**TASK GOAL**
Copy out the data below. Leave nothing out and alter nothing.

**RECORDS FOR THE TASK**
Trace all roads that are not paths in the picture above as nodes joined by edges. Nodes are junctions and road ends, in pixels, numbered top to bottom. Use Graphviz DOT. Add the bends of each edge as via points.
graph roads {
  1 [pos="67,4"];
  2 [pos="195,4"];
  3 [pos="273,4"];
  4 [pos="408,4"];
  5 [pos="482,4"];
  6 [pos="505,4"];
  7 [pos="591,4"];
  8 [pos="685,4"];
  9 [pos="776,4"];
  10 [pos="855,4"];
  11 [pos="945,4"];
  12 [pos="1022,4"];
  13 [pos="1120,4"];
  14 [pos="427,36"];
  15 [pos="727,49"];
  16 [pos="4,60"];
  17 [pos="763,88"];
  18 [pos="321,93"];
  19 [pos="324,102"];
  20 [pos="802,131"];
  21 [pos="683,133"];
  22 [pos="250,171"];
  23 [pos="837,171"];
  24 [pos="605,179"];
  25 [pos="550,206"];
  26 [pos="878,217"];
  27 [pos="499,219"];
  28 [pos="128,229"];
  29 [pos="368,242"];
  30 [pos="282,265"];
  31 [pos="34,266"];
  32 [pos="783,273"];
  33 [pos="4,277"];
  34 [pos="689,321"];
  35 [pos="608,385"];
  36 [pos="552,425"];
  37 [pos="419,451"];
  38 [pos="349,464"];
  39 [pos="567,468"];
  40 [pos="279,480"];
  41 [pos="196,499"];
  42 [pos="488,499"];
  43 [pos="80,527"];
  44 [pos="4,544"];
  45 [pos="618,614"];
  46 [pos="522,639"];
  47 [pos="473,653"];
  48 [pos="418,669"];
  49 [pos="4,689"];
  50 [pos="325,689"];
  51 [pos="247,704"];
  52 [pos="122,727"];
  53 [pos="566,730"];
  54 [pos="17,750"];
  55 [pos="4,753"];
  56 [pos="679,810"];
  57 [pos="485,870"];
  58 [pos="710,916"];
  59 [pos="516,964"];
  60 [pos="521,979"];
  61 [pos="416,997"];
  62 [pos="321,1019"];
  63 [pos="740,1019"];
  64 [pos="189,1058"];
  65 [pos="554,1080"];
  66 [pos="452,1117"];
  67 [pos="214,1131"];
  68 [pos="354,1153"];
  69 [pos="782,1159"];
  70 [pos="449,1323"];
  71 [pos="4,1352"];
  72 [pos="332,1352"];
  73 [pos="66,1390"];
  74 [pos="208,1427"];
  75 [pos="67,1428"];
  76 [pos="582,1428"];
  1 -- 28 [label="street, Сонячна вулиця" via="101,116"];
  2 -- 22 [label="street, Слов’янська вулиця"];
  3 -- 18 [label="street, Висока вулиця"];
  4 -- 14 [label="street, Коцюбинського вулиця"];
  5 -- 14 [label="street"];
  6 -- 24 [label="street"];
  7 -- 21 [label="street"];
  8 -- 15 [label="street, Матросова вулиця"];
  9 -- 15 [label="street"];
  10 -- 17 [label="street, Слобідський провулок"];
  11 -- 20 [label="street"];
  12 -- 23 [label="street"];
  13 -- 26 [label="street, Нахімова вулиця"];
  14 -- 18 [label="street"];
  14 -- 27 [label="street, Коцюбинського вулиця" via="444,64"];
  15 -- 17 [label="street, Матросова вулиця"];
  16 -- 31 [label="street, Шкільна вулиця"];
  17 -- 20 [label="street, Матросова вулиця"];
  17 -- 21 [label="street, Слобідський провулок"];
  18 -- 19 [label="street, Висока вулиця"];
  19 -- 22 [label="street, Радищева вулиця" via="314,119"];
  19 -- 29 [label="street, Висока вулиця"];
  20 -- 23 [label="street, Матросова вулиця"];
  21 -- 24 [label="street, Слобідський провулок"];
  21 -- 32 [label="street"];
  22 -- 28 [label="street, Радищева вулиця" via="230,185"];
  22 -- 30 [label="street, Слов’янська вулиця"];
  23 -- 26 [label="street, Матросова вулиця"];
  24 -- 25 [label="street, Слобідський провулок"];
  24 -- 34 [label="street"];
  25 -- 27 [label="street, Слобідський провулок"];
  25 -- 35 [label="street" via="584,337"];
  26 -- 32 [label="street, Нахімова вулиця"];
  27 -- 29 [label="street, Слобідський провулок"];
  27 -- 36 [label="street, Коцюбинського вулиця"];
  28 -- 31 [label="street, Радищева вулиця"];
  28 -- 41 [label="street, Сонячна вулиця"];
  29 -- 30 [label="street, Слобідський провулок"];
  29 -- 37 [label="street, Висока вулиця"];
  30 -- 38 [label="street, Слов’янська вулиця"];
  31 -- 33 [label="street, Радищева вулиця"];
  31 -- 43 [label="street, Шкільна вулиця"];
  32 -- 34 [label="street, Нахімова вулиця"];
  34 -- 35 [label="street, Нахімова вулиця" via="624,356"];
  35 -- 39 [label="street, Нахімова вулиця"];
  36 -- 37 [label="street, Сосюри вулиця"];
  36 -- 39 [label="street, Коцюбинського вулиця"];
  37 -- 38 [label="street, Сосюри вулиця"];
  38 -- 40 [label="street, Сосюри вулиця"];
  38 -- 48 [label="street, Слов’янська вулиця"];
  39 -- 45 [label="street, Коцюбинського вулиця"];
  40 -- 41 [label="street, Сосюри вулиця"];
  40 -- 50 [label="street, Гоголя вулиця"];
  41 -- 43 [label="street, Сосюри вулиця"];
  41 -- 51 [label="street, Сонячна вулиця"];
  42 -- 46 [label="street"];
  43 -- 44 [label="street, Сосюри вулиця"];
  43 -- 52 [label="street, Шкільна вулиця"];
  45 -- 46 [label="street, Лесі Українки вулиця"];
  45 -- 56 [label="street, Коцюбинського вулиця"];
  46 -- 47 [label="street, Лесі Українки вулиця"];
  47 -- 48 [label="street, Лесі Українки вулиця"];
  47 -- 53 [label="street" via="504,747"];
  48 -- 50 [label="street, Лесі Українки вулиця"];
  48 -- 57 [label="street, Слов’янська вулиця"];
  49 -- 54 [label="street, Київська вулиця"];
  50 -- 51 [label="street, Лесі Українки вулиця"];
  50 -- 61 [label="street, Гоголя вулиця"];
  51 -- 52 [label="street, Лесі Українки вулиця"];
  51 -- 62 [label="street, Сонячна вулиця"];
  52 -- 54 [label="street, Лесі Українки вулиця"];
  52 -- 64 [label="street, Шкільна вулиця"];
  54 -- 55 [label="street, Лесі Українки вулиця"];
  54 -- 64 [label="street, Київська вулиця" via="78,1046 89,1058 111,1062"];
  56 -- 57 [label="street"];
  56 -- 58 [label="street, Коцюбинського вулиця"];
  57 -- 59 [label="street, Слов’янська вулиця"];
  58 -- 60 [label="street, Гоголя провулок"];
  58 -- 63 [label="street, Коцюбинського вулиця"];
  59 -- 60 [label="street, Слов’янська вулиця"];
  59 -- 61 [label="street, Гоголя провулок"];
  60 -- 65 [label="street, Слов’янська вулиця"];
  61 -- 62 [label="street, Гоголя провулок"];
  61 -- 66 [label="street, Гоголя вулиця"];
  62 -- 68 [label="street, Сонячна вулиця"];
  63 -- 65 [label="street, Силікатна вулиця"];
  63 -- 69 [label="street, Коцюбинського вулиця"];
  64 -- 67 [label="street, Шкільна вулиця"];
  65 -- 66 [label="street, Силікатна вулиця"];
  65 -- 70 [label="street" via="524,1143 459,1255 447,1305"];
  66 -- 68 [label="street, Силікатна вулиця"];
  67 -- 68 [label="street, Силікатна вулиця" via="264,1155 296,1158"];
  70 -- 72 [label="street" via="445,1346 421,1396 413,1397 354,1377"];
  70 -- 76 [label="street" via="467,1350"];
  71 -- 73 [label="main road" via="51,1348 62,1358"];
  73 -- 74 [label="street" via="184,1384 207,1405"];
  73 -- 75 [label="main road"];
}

**FINAL ANSWER**
Trace all roads that are not paths in the picture above as nodes joined by edges. Nodes are junctions and road ends, in pixels, numbered top to bottom. Use Graphviz DOT. Add the bends of each edge as via points.
graph roads {
  1 [pos="67,4"];
  2 [pos="195,4"];
  3 [pos="273,4"];
  4 [pos="408,4"];
  5 [pos="482,4"];
  6 [pos="505,4"];
  7 [pos="591,4"];
  8 [pos="685,4"];
  9 [pos="776,4"];
  10 [pos="855,4"];
  11 [pos="945,4"];
  12 [pos="1022,4"];
  13 [pos="1120,4"];
  14 [pos="427,36"];
  15 [pos="727,49"];
  16 [pos="4,60"];
  17 [pos="763,88"];
  18 [pos="321,93"];
  19 [pos="324,102"];
  20 [pos="802,131"];
  21 [pos="683,133"];
  22 [pos="250,171"];
  23 [pos="837,171"];
  24 [pos="605,179"];
  25 [pos="550,206"];
  26 [pos="878,217"];
  27 [pos="499,219"];
  28 [pos="128,229"];
  29 [pos="368,242"];
  30 [pos="282,265"];
  31 [pos="34,266"];
  32 [pos="783,273"];
  33 [pos="4,277"];
  34 [pos="689,321"];
  35 [pos="608,385"];
  36 [pos="552,425"];
  37 [pos="419,451"];
  38 [pos="349,464"];
  39 [pos="567,468"];
  40 [pos="279,480"];
  41 [pos="196,499"];
  42 [pos="488,499"];
  43 [pos="80,527"];
  44 [pos="4,544"];
  45 [pos="618,614"];
  46 [pos="522,639"];
  47 [pos="473,653"];
  48 [pos="418,669"];
  49 [pos="4,689"];
  50 [pos="325,689"];
  51 [pos="247,704"];
  52 [pos="122,727"];
  53 [pos="566,730"];
  54 [pos="17,750"];
  55 [pos="4,753"];
  56 [pos="679,810"];
  57 [pos="485,870"];
  58 [pos="710,916"];
  59 [pos="516,964"];
  60 [pos="521,979"];
  61 [pos="416,997"];
  62 [pos="321,1019"];
  63 [pos="740,1019"];
  64 [pos="189,1058"];
  65 [pos="554,1080"];
  66 [pos="452,1117"];
  67 [pos="214,1131"];
  68 [pos="354,1153"];
  69 [pos="782,1159"];
  70 [pos="449,1323"];
  71 [pos="4,1352"];
  72 [pos="332,1352"];
  73 [pos="66,1390"];
  74 [pos="208,1427"];
  75 [pos="67,1428"];
  76 [pos="582,1428"];
  1 -- 28 [label="street, Сонячна вулиця" via="101,116"];
  2 -- 22 [label="street, Слов’янська вулиця"];
  3 -- 18 [label="street, Висока вулиця"];
  4 -- 14 [label="street, Коцюбинського вулиця"];
  5 -- 14 [label="street"];
  6 -- 24 [label="street"];
  7 -- 21 [label="street"];
  8 -- 15 [label="street, Матросова вулиця"];
  9 -- 15 [label="street"];
  10 -- 17 [label="street, Слобідський провулок"];
  11 -- 20 [label="street"];
  12 -- 23 [label="street"];
  13 -- 26 [label="street, Нахімова вулиця"];
  14 -- 18 [label="street"];
  14 -- 27 [label="street, Коцюбинського вулиця" via="444,64"];
  15 -- 17 [label="street, Матросова вулиця"];
  16 -- 31 [label="street, Шкільна вулиця"];
  17 -- 20 [label="street, Матросова вулиця"];
  17 -- 21 [label="street, Слобідський провулок"];
  18 -- 19 [label="street, Висока вулиця"];
  19 -- 22 [label="street, Радищева вулиця" via="314,119"];
  19 -- 29 [label="street, Висока вулиця"];
  20 -- 23 [label="street, Матросова вулиця"];
  21 -- 24 [label="street, Слобідський провулок"];
  21 -- 32 [label="street"];
  22 -- 28 [label="street, Радищева вулиця" via="230,185"];
  22 -- 30 [label="street, Слов’янська вулиця"];
  23 -- 26 [label="street, Матросова вулиця"];
  24 -- 25 [label="street, Слобідський провулок"];
  24 -- 34 [label="street"];
  25 -- 27 [label="street, Слобідський провулок"];
  25 -- 35 [label="street" via="584,337"];
  26 -- 32 [label="street, Нахімова вулиця"];
  27 -- 29 [label="street, Слобідський провулок"];
  27 -- 36 [label="street, Коцюбинського вулиця"];
  28 -- 31 [label="street, Радищева вулиця"];
  28 -- 41 [label="street, Сонячна вулиця"];
  29 -- 30 [label="street, Слобідський провулок"];
  29 -- 37 [label="street, Висока вулиця"];
  30 -- 38 [label="street, Слов’янська вулиця"];
  31 -- 33 [label="street, Радищева вулиця"];
  31 -- 43 [label="street, Шкільна вулиця"];
  32 -- 34 [label="street, Нахімова вулиця"];
  34 -- 35 [label="street, Нахімова вулиця" via="624,356"];
  35 -- 39 [label="street, Нахімова вулиця"];
  36 -- 37 [label="street, Сосюри вулиця"];
  36 -- 39 [label="street, Коцюбинського вулиця"];
  37 -- 38 [label="street, Сосюри вулиця"];
  38 -- 40 [label="street, Сосюри вулиця"];
  38 -- 48 [label="street, Слов’янська вулиця"];
  39 -- 45 [label="street, Коцюбинського вулиця"];
  40 -- 41 [label="street, Сосюри вулиця"];
  40 -- 50 [label="street, Гоголя вулиця"];
  41 -- 43 [label="street, Сосюри вулиця"];
  41 -- 51 [label="street, Сонячна вулиця"];
  42 -- 46 [label="street"];
  43 -- 44 [label="street, Сосюри вулиця"];
  43 -- 52 [label="street, Шкільна вулиця"];
  45 -- 46 [label="street, Лесі Українки вулиця"];
  45 -- 56 [label="street, Коцюбинського вулиця"];
  46 -- 47 [label="street, Лесі Українки вулиця"];
  47 -- 48 [label="street, Лесі Українки вулиця"];
  47 -- 53 [label="street" via="504,747"];
  48 -- 50 [label="street, Лесі Українки вулиця"];
  48 -- 57 [label="street, Слов’янська вулиця"];
  49 -- 54 [label="street, Київська вулиця"];
  50 -- 51 [label="street, Лесі Українки вулиця"];
  50 -- 61 [label="street, Гоголя вулиця"];
  51 -- 52 [label="street, Лесі Українки вулиця"];
  51 -- 62 [label="street, Сонячна вулиця"];
  52 -- 54 [label="street, Лесі Українки вулиця"];
  52 -- 64 [label="street, Шкільна вулиця"];
  54 -- 55 [label="street, Лесі Українки вулиця"];
  54 -- 64 [label="street, Київська вулиця" via="78,1046 89,1058 111,1062"];
  56 -- 57 [label="street"];
  56 -- 58 [label="street, Коцюбинського вулиця"];
  57 -- 59 [label="street, Слов’янська вулиця"];
  58 -- 60 [label="street, Гоголя провулок"];
  58 -- 63 [label="street, Коцюбинського вулиця"];
  59 -- 60 [label="street, Слов’янська вулиця"];
  59 -- 61 [label="street, Гоголя провулок"];
  60 -- 65 [label="street, Слов’янська вулиця"];
  61 -- 62 [label="street, Гоголя провулок"];
  61 -- 66 [label="street, Гоголя вулиця"];
  62 -- 68 [label="street, Сонячна вулиця"];
  63 -- 65 [label="street, Силікатна вулиця"];
  63 -- 69 [label="street, Коцюбинського вулиця"];
  64 -- 67 [label="street, Шкільна вулиця"];
  65 -- 66 [label="street, Силікатна вулиця"];
  65 -- 70 [label="street" via="524,1143 459,1255 447,1305"];
  66 -- 68 [label="street, Силікатна вулиця"];
  67 -- 68 [label="street, Силікатна вулиця" via="264,1155 296,1158"];
  70 -- 72 [label="street" via="445,1346 421,1396 413,1397 354,1377"];
  70 -- 76 [label="street" via="467,1350"];
  71 -- 73 [label="main road" via="51,1348 62,1358"];
  73 -- 74 [label="street" via="184,1384 207,1405"];
  73 -- 75 [label="main road"];
}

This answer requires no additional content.